Rusted equipments in labour room of a government hospital of Betul district of Madhya Pradesh. Pic: Deep Damani.
One important point is that this study of MMR has been conducted by considering only a limited number of cases of a particular situation. The survey was conducted over a period of six years and reported low MMR in M.P. and Chhattisgarh (365). But during this period about 103,000 cases of maternal mortality were reported in the two states. The second point is that all these cases (365) are those that have been registered in official records while analyses indicate that only one out of three maternal deaths get officially recorded. The problem is that in the district hospitals, community health centres and the lower level of health set up, the deaths during childbirth are recorded as general mortality. This is to shield hospital staff from being held responsible for negligence and unaccountability.
The next question is that the Madhya Pradesh Government (GoMP) had itself in 2003 pointed out through the State Family Health Evaluation that in the rural areas of the state, the MMR was as high as 763. This study was done on 25 percent populace of each district.

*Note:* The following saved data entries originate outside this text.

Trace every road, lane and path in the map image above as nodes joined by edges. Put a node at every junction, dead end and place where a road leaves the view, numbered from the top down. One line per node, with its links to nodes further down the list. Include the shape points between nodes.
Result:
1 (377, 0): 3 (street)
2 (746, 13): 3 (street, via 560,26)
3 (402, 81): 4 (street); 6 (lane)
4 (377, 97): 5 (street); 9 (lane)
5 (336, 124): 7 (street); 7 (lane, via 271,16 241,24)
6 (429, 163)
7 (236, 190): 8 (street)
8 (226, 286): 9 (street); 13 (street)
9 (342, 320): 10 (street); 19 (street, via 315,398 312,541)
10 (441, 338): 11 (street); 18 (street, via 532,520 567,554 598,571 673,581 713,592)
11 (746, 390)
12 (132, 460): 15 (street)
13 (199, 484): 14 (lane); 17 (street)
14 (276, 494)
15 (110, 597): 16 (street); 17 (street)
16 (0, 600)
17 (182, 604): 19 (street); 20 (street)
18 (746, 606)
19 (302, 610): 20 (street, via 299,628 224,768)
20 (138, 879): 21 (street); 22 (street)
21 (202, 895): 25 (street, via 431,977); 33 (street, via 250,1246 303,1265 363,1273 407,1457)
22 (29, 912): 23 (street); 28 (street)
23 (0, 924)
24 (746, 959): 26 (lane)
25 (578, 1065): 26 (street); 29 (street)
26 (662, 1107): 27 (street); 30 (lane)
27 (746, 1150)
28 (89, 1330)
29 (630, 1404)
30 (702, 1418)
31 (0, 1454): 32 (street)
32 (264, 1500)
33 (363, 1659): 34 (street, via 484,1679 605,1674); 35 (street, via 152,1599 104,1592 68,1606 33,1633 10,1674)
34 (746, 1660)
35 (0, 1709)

Yet the union government is releasing contradictory figures for the same period.
The health facilities in M.P. are in an ugly situation. The analysis of recent efforts of state government does not bring any good news.
Only one hospital bed is available per two villages in M.P. A total of 17 lakh childbirths occur in the state every year and 40 percent of state populace is below poverty line, yet the government provides only Rs.150 per person per year as health budget of which Rs.126 is spend on salary-allowances and other infrastructure costs.

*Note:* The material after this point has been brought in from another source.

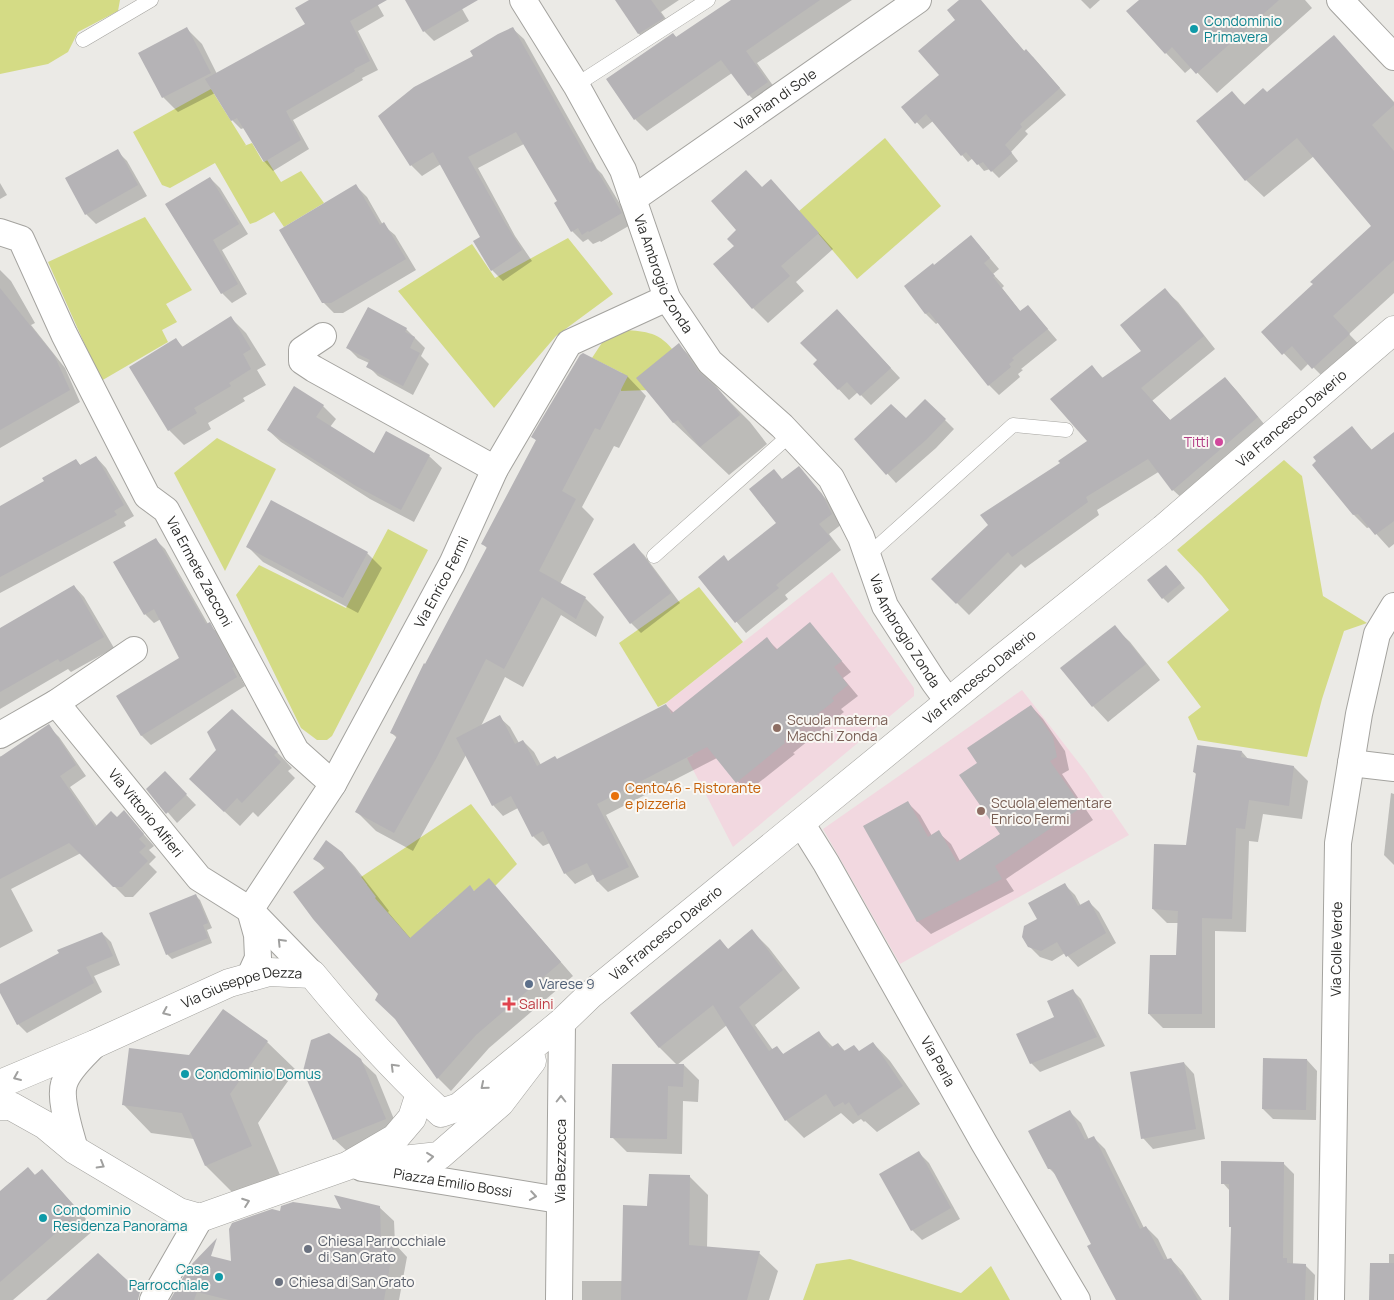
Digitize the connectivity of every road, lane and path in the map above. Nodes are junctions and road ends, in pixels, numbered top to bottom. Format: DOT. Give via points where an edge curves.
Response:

Key posts continue to remain vacant. Only 137 posts of gynaecologists and obstetricians are approved in entire state and of these 38 are vacant since several years, according to information unearthed by the Right to Food Campaign in M.P., from Department of Health and Family Welfare, using the national Right to Information law. After a long battle, in early 2005, the state government started the process for filling up 78 posts of gynaecologists and obstetricians but only 31 applications were received. A total 112 posts of anaesthetists were to be filled up but only 12 took up the job. No doctors are willing to take up government jobs owing to lack of facilities including diagnostic implements, medicines and general sanitary facilities. In such situation, doctors often have to face the wrath of the family members of the patient in case of death.
Furthermore, corruption at all levels is making conditions far more dangerous for the pregnant women. Corruption has already seeped in the medicine purchases under the new medicine policy, and the Rs.700 of financial support for mothers under the Janani Suraksha Yojana is spent in giving bribes to the local health staff.
Despite unreliable data, statistics say that out of 1.47 lakh maternal deaths in the country every year, 97,000 are contributed by the five BIMARU states and the three newly carved states. The World Health Organisation also accepts this. In fact, half of the maternal deaths in South Asia are contributed by the states of Rajasthan, M.P., Bihar, U.P. and Orissa in India. It is in this light the Government of India's recent attempt to portray low MMR numbers for M.P. must be seen.
MMR is directly related to social disparity, exploitation and poverty. The governments (centre and state) have limited the scope of poverty to hunger and this has limited the rights of the women for safe motherhood. On the one hand, private health services are expanding, and due to poverty, more than 40 percent below poverty line families in M.P, are not able to access them. And on the other hand, the government's accountability to the poorer communities for their access to public health has only fallen.